(Data extracted from a collection)
+ + +

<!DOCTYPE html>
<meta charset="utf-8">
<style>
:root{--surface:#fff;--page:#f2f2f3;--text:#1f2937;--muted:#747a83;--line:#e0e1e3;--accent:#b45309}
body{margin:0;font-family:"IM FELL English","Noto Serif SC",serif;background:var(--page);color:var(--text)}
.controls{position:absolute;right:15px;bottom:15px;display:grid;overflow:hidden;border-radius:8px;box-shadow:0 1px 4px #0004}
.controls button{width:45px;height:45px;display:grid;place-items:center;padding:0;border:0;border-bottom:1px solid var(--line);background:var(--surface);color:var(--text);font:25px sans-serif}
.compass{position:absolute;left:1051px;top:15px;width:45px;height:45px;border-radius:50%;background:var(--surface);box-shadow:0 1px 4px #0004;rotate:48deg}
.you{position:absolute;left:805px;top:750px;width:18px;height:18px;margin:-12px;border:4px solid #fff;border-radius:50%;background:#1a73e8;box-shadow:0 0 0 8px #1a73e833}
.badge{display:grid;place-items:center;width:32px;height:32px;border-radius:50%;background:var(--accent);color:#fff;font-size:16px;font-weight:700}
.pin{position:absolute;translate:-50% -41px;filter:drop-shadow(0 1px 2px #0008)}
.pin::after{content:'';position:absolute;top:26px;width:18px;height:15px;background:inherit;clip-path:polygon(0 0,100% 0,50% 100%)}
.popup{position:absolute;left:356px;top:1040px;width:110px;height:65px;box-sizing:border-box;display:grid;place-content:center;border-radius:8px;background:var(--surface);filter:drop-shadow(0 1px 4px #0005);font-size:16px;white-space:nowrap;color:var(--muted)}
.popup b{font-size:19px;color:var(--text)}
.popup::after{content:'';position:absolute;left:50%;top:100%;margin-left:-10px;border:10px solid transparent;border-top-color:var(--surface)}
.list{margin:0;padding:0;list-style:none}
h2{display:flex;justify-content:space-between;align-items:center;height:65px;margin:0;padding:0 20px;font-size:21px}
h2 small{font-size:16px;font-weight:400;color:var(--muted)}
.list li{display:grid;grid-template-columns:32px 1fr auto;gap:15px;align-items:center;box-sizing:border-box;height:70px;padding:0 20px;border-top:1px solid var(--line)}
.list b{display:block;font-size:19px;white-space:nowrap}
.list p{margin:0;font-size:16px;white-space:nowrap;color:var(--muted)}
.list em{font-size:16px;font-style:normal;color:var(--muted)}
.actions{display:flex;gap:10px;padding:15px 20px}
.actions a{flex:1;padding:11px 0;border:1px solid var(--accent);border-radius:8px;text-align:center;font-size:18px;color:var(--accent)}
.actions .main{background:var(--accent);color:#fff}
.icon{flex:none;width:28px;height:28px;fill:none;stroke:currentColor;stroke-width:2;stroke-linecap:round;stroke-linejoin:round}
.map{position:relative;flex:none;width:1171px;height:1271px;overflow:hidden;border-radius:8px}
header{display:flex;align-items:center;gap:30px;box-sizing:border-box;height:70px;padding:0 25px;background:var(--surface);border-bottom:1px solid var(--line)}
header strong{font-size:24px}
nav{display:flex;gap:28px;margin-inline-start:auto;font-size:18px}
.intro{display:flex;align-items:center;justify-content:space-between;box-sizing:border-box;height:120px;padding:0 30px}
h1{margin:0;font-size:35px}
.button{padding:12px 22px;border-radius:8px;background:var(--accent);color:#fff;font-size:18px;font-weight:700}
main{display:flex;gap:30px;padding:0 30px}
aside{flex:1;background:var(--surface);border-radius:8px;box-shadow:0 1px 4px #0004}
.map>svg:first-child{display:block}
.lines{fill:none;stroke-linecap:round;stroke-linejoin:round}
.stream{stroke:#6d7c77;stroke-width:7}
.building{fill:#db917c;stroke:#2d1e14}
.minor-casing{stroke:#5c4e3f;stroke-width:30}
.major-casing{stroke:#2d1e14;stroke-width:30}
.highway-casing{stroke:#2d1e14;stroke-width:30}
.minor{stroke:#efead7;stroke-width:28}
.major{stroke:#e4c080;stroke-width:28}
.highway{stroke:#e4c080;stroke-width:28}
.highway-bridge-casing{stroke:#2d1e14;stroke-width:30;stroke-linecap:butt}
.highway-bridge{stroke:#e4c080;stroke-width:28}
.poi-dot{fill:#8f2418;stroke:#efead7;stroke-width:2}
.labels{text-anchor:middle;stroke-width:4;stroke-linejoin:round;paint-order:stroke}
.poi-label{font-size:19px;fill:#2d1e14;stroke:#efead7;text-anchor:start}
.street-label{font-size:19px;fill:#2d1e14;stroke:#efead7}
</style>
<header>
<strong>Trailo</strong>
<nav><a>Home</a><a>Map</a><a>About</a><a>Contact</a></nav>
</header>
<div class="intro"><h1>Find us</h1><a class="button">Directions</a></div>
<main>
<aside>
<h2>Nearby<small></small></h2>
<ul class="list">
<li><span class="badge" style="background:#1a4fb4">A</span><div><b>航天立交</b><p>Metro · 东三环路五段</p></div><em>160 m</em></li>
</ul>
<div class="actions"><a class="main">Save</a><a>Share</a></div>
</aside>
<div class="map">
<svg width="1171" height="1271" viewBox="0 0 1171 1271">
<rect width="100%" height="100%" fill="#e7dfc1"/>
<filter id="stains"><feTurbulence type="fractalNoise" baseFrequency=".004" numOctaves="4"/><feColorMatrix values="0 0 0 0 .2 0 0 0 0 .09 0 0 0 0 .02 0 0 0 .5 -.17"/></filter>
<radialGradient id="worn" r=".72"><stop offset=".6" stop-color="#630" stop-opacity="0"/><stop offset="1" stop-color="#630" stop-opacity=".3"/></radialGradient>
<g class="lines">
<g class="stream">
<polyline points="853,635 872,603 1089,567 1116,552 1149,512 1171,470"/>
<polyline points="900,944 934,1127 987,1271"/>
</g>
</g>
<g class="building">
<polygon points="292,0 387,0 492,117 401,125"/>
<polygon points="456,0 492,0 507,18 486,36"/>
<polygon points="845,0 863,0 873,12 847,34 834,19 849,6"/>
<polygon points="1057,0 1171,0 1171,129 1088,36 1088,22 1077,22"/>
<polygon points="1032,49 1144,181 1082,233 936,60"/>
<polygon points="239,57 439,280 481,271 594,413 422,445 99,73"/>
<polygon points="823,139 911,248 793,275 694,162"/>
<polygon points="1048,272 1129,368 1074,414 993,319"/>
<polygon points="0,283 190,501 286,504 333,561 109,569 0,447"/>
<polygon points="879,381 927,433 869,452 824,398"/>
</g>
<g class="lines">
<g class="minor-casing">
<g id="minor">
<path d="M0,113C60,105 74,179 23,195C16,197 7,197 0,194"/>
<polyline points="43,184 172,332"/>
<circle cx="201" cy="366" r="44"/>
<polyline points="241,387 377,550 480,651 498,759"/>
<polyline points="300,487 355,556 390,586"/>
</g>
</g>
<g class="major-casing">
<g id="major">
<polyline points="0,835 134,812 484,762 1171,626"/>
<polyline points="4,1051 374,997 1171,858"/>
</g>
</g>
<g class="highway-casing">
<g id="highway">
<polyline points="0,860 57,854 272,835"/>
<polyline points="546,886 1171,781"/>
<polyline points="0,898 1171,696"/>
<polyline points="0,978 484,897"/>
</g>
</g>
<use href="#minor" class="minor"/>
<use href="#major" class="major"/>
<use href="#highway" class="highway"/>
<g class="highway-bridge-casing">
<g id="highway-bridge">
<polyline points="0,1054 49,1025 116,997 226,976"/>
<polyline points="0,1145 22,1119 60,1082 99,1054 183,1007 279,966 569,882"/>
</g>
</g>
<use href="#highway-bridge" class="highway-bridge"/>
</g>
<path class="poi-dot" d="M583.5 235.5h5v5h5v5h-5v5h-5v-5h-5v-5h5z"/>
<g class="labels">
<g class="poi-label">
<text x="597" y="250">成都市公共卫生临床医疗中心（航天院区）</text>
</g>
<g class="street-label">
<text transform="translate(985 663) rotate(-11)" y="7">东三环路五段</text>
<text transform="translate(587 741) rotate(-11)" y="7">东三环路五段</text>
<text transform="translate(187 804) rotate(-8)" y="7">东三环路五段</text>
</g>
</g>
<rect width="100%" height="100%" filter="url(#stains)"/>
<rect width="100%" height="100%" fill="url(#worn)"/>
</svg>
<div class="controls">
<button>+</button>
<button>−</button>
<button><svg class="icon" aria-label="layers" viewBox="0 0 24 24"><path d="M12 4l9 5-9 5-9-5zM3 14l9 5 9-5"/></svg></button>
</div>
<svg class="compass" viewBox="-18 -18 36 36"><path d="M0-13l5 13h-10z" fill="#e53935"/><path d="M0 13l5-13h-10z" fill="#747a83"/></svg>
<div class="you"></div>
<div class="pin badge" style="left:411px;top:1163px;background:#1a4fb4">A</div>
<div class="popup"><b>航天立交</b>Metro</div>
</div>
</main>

+ + +

Could you filter the entries above for lines holding the string "drop" and copy them?

.pin{position:absolute;translate:-50% -41px;filter:drop-shadow(0 1px 2px #0008)}
.popup{position:absolute;left:356px;top:1040px;width:110px;height:65px;box-sizing:border-box;display:grid;place-content:center;border-radius:8px;background:var(--surface);filter:drop-shadow(0 1px 4px #0005);font-size:16px;white-space:nowrap;color:var(--muted)}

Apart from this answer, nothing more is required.